§ ASSIGNED TASK:
Your answer should hold each line of the material that contains the word "Daynelov".

════════════════════

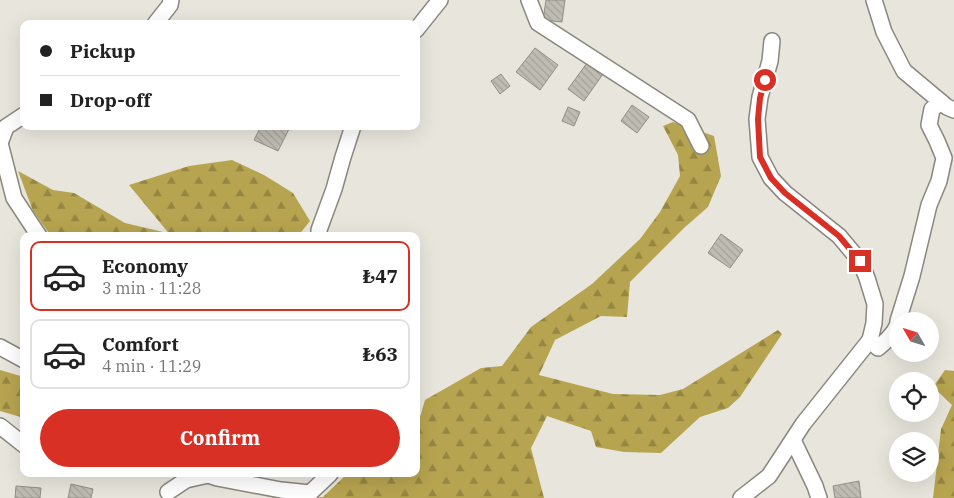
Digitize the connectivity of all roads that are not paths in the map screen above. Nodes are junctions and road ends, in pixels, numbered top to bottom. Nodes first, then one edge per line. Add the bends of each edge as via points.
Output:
1 (171, 0) edge
2 (440, 0) edge
3 (529, 0) edge
4 (874, 0) edge
5 (158, 20) edge
6 (420, 25) edge
7 (772, 41) dead end
8 (941, 102) junction
9 (954, 110) edge
10 (20, 117) edge
11 (352, 130) edge
12 (0, 143) edge
13 (701, 146) dead end
14 (36, 232) edge
15 (319, 232) edge
16 (901, 312) edge
17 (889, 338) edge
18 (870, 340) junction
19 (0, 346) edge
20 (20, 358) edge
21 (3, 430) edge
22 (793, 440) junction
23 (20, 442) edge
24 (196, 477) edge
25 (214, 477) edge
26 (327, 477) edge
27 (168, 492) dead end
28 (741, 498) edge
29 (819, 498) edge

1 - 5 street
2 - 6 street
3 - 13 street via 538,23 688,120
4 - 8 street via 884,32 904,72
7 - 18 street via 760,98 760,157 771,178 785,193 839,236 860,261 875,304
8 - 9 street
8 - 16 street via 932,109 929,125 944,158
10 - 12 street via 6,128
11 - 15 street
12 - 14 street via 14,198
17 - 18 street via 878,348
18 - 22 street
19 - 20 street
21 - 23 street
22 - 28 street via 769,476
22 - 29 street
24 - 27 street
25 - 26 street via 310,493

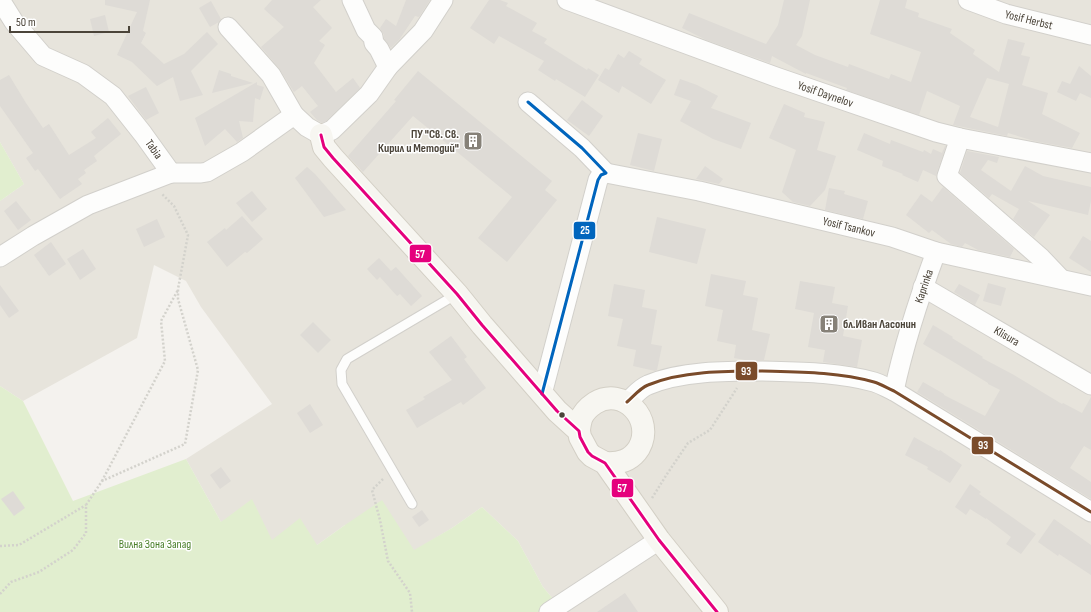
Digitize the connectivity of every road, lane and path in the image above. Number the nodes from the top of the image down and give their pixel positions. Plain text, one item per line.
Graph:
1 (1, 0) edge
2 (352, 0) edge
3 (443, 0) edge
4 (567, 0) edge
5 (968, 0) edge
6 (228, 27) dead end
7 (1091, 35) edge
8 (388, 66) junction
9 (528, 102) dead end
10 (294, 114) junction
11 (321, 135) junction
12 (960, 138) junction
13 (1091, 163) edge
14 (171, 173) junction
15 (606, 173) junction
16 (149, 180) junction
17 (936, 252) junction
18 (0, 257) edge
19 (1061, 279) junction
20 (1091, 286) edge
21 (923, 287) junction
22 (178, 289) junction
23 (457, 294) junction
24 (748, 371) junction
25 (1091, 385) edge
26 (894, 391) junction
27 (542, 394) junction
28 (627, 402) junction
29 (579, 431) junction
30 (381, 451) junction
31 (605, 463) junction
32 (102, 481) junction
33 (412, 504) dead end
34 (86, 505) junction
35 (1091, 512) edge
36 (642, 516) junction
37 (659, 540) junction
38 (0, 546) edge
39 (0, 594) edge
40 (412, 612) edge
41 (549, 612) edge
42 (717, 612) edge

1 - 14 street, Tabia
2 - 8 street
3 - 8 street
4 - 12 street, Yosif Daynelov
5 - 7 street, Yosif Herbst
6 - 10 street
8 - 11 street
9 - 15 street
10 - 11 street
10 - 14 street
11 - 23 street
12 - 13 street, Yosif Daynelov
12 - 19 street
14 - 16 street, Tabia
15 - 17 street, Yosif Tsankov
15 - 27 street
16 - 18 street, Tabia
16 - 22 path
17 - 19 street, Yosif Tsankov
17 - 21 street, Kaprinka
19 - 20 street, Yosif Tsankov
21 - 25 street, Klisura
21 - 26 street, Kaprinka
22 - 32 path
22 - 32 path
23 - 27 street
23 - 30 lane
24 - 26 street
24 - 28 street
24 - 36 path
26 - 35 street
27 - 29 street
28 - 29 street
28 - 31 street
29 - 31 street
30 - 33 lane
30 - 40 path
31 - 36 street
32 - 34 path
34 - 38 path
34 - 39 path
36 - 37 street
37 - 41 street
37 - 42 street

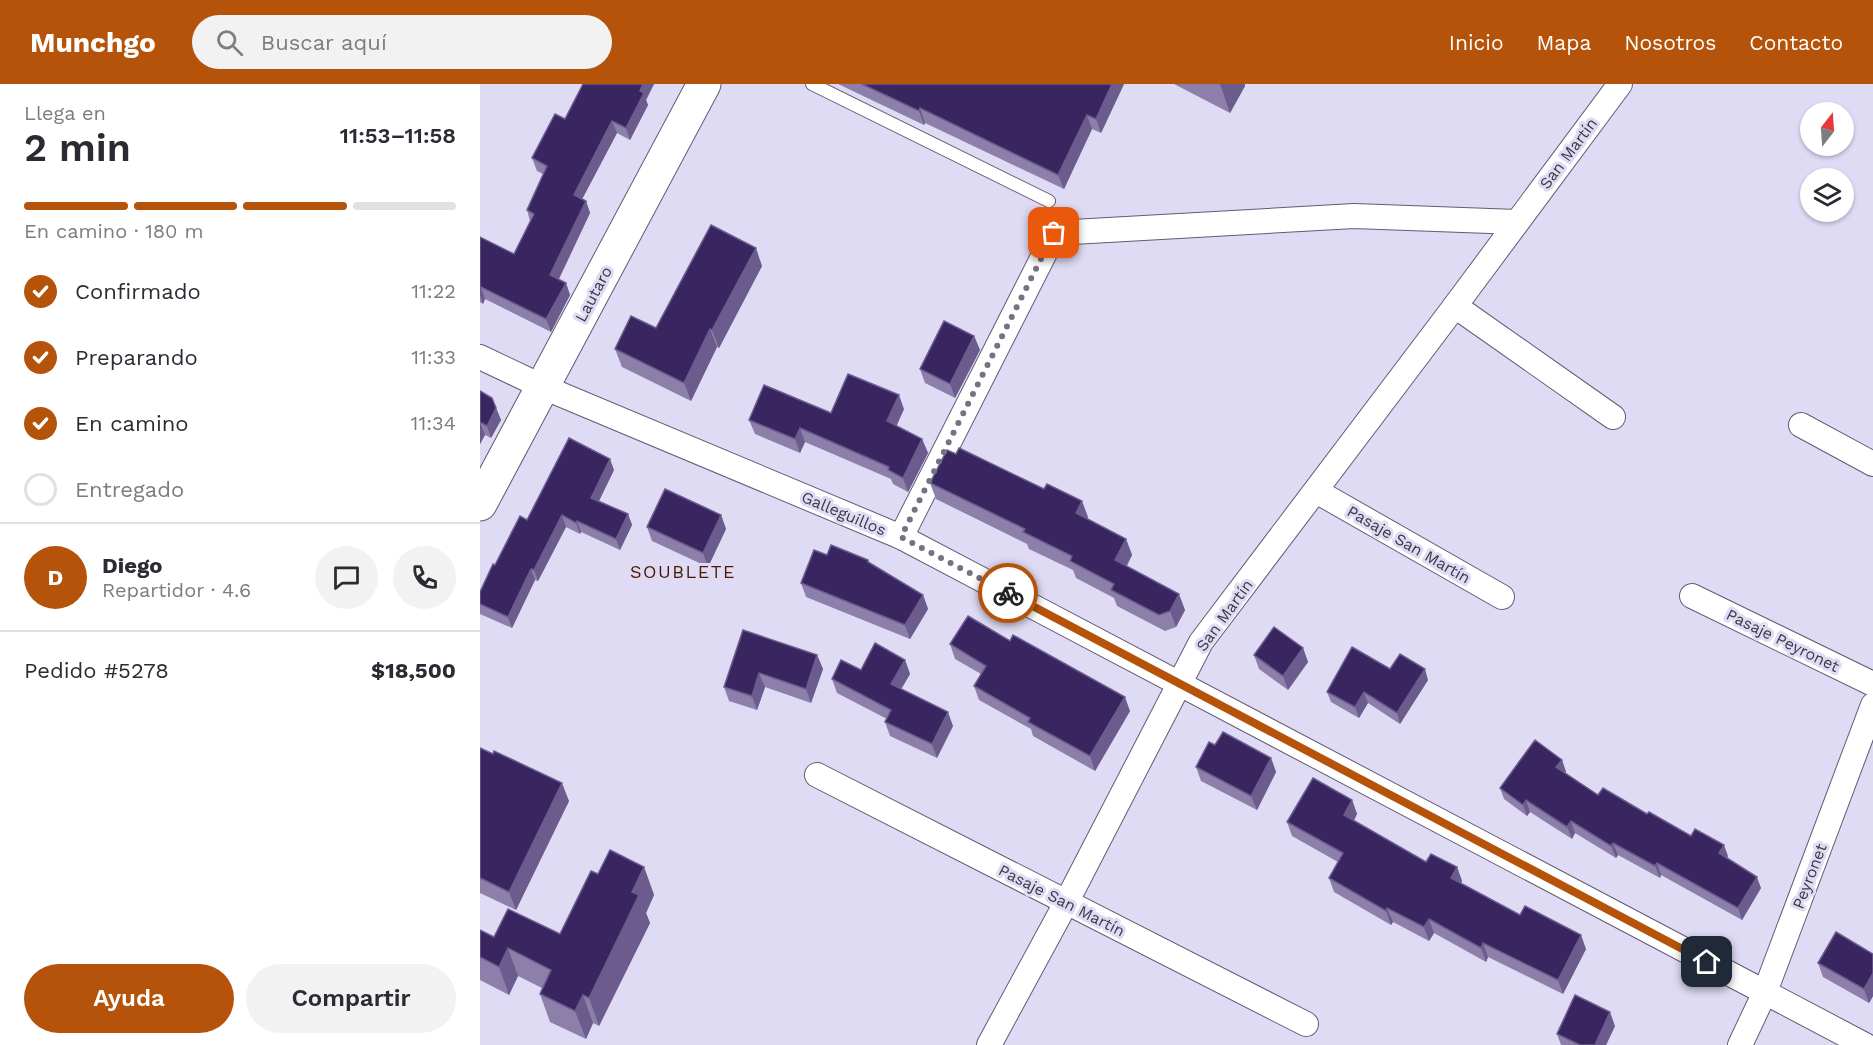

════════════════════

§ RESULT FOR THIS EXERCISE:
4 - 12 street, Yosif Daynelov
12 - 13 street, Yosif Daynelov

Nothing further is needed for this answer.